» Records for the exercise
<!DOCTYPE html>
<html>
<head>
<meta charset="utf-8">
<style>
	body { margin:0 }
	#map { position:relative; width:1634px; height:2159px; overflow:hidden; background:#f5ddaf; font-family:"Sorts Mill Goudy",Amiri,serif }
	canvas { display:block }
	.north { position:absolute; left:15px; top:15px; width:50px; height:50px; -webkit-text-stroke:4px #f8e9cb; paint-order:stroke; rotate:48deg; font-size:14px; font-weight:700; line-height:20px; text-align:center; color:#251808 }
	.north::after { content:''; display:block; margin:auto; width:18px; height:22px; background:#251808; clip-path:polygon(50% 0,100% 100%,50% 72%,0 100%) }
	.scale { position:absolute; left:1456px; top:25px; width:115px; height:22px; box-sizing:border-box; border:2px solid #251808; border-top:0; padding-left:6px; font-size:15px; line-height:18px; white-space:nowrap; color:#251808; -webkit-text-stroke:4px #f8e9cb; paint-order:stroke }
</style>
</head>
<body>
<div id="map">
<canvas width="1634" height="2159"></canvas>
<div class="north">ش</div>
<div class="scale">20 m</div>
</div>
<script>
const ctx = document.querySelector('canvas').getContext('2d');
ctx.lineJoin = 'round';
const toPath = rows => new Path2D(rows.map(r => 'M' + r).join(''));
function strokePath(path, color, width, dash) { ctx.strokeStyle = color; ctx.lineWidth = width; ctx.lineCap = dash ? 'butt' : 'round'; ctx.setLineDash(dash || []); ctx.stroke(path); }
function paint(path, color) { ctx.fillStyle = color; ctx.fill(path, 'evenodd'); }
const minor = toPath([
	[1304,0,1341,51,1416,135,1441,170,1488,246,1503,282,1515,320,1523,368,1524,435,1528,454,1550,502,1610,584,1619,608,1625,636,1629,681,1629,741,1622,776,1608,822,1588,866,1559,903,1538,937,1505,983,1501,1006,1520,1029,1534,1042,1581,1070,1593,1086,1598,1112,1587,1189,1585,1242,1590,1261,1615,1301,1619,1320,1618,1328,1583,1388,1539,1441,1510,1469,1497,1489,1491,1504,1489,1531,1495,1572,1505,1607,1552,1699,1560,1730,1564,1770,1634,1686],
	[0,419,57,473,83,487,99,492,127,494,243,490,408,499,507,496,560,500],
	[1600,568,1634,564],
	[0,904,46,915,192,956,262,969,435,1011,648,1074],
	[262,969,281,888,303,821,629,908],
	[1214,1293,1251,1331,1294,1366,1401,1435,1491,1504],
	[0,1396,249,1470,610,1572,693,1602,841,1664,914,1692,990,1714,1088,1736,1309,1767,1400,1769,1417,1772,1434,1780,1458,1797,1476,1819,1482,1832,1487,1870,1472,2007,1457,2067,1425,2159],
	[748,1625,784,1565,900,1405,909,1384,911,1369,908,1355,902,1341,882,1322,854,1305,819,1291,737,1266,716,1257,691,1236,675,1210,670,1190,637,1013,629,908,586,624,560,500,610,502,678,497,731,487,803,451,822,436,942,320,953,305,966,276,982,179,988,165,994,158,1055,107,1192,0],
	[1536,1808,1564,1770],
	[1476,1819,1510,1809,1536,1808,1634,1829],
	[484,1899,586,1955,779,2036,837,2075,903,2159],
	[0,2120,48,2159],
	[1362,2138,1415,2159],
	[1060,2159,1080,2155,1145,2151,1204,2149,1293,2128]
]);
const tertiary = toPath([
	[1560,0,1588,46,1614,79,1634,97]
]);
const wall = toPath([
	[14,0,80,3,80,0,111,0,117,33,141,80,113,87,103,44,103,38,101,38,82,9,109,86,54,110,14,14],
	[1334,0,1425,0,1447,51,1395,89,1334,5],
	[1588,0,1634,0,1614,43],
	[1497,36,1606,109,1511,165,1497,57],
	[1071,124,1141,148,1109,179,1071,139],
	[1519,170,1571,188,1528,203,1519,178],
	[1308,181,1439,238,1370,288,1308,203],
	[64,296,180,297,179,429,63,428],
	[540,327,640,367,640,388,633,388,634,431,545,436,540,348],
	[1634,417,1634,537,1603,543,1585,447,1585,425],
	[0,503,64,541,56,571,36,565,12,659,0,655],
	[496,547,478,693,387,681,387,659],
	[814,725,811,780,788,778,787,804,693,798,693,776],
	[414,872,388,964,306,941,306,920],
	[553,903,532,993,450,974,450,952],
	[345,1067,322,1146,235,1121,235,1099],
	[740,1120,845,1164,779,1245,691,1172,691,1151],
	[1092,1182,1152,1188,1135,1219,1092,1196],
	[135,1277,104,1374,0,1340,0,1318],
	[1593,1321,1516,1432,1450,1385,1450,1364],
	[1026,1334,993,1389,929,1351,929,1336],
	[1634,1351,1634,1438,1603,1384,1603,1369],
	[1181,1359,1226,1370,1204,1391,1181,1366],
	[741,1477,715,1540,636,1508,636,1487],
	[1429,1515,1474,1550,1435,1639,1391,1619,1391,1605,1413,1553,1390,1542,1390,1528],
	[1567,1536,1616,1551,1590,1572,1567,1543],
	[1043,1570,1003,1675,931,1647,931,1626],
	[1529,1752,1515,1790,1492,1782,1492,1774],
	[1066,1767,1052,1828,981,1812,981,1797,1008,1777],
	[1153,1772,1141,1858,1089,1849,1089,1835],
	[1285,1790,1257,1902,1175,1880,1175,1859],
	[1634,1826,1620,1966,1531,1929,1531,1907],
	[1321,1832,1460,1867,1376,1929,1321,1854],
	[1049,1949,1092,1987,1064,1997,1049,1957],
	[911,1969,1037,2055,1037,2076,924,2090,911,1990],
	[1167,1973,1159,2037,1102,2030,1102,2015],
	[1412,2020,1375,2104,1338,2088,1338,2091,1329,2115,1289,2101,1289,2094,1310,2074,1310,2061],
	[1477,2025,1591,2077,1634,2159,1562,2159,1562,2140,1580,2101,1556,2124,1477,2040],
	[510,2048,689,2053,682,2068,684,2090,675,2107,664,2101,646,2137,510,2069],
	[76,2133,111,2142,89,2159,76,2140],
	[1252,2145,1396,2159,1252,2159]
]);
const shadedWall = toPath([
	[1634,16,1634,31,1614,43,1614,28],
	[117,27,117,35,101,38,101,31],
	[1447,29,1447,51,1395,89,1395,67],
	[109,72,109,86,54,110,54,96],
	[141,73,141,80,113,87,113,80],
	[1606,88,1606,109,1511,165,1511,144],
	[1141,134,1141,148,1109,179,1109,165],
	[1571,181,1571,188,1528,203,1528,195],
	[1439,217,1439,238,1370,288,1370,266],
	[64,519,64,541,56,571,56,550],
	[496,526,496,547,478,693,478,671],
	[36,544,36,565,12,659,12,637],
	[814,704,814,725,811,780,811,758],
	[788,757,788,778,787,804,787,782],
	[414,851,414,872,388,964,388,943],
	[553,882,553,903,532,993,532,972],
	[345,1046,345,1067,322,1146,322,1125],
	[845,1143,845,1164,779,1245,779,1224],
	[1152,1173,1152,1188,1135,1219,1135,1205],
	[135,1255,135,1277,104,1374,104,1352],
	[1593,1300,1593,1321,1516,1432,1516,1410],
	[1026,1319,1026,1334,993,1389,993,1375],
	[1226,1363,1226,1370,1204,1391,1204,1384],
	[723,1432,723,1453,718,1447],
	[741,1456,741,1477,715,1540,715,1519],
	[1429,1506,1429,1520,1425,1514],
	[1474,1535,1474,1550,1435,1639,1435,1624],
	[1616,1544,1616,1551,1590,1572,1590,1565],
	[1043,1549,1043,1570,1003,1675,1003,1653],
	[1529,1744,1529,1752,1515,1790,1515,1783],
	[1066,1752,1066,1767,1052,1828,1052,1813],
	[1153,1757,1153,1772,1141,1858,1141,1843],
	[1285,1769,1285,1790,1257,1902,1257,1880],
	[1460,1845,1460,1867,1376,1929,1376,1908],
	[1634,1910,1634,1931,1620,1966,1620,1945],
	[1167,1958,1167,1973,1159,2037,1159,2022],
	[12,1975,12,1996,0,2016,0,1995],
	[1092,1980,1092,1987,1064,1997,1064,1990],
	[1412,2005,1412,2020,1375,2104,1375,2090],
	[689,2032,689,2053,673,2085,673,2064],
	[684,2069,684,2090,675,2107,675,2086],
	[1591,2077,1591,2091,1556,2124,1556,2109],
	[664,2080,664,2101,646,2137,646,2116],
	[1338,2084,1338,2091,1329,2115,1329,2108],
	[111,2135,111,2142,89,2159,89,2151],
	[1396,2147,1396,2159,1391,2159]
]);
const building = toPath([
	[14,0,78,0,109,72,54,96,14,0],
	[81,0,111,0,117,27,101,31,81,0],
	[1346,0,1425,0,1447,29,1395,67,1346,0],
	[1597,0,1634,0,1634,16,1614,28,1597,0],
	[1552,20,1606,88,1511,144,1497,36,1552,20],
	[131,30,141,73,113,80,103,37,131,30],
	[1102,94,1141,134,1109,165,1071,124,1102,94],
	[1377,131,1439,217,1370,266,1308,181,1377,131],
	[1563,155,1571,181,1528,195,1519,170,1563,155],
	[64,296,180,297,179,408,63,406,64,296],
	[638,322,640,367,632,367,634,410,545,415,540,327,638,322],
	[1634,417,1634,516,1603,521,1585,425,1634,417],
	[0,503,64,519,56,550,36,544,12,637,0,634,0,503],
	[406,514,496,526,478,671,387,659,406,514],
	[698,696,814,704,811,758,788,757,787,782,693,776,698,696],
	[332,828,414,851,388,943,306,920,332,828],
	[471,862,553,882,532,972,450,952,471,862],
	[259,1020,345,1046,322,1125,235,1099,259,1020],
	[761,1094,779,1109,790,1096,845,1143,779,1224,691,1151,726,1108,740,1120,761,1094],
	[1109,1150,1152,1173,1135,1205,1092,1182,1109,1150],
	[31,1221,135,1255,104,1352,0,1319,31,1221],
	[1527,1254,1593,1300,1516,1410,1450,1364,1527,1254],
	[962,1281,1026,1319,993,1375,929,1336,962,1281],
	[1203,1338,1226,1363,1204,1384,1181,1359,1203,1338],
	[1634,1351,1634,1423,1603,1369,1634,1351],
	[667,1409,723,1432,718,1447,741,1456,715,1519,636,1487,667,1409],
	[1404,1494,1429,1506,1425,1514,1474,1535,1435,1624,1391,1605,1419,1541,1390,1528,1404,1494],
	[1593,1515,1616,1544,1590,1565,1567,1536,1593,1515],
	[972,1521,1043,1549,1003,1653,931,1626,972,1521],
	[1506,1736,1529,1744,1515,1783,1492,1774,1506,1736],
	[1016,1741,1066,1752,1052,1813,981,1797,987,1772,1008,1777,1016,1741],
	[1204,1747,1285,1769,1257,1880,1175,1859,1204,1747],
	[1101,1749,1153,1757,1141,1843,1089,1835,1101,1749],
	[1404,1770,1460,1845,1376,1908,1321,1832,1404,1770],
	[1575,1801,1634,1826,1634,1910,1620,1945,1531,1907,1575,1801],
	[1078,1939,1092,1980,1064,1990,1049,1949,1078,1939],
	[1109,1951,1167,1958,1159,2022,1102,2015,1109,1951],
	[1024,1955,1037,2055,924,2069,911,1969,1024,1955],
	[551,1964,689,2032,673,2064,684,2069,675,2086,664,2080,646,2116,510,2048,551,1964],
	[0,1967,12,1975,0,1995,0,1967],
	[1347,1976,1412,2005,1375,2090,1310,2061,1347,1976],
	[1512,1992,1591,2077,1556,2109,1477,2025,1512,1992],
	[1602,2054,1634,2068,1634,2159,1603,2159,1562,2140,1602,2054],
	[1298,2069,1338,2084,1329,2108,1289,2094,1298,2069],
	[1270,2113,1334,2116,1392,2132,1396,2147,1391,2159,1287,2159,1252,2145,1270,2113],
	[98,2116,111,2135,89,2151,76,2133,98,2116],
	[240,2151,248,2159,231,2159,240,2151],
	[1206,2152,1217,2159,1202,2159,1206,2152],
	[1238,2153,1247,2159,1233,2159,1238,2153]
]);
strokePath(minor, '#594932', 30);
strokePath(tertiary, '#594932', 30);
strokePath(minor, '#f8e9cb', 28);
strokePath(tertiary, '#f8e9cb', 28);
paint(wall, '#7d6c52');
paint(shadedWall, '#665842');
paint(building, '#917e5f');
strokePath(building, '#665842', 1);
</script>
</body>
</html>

» Work task
Nothing but the lines from the start of the data through the line holding "position:absolute; left:15px; top:15px;" should be restated, and each one exactly.

» Finished task
<!DOCTYPE html>
<html>
<head>
<meta charset="utf-8">
<style>
	body { margin:0 }
	#map { position:relative; width:1634px; height:2159px; overflow:hidden; background:#f5ddaf; font-family:"Sorts Mill Goudy",Amiri,serif }
	canvas { display:block }
	.north { position:absolute; left:15px; top:15px; width:50px; height:50px; -webkit-text-stroke:4px #f8e9cb; paint-order:stroke; rotate:48deg; font-size:14px; font-weight:700; line-height:20px; text-align:center; color:#251808 }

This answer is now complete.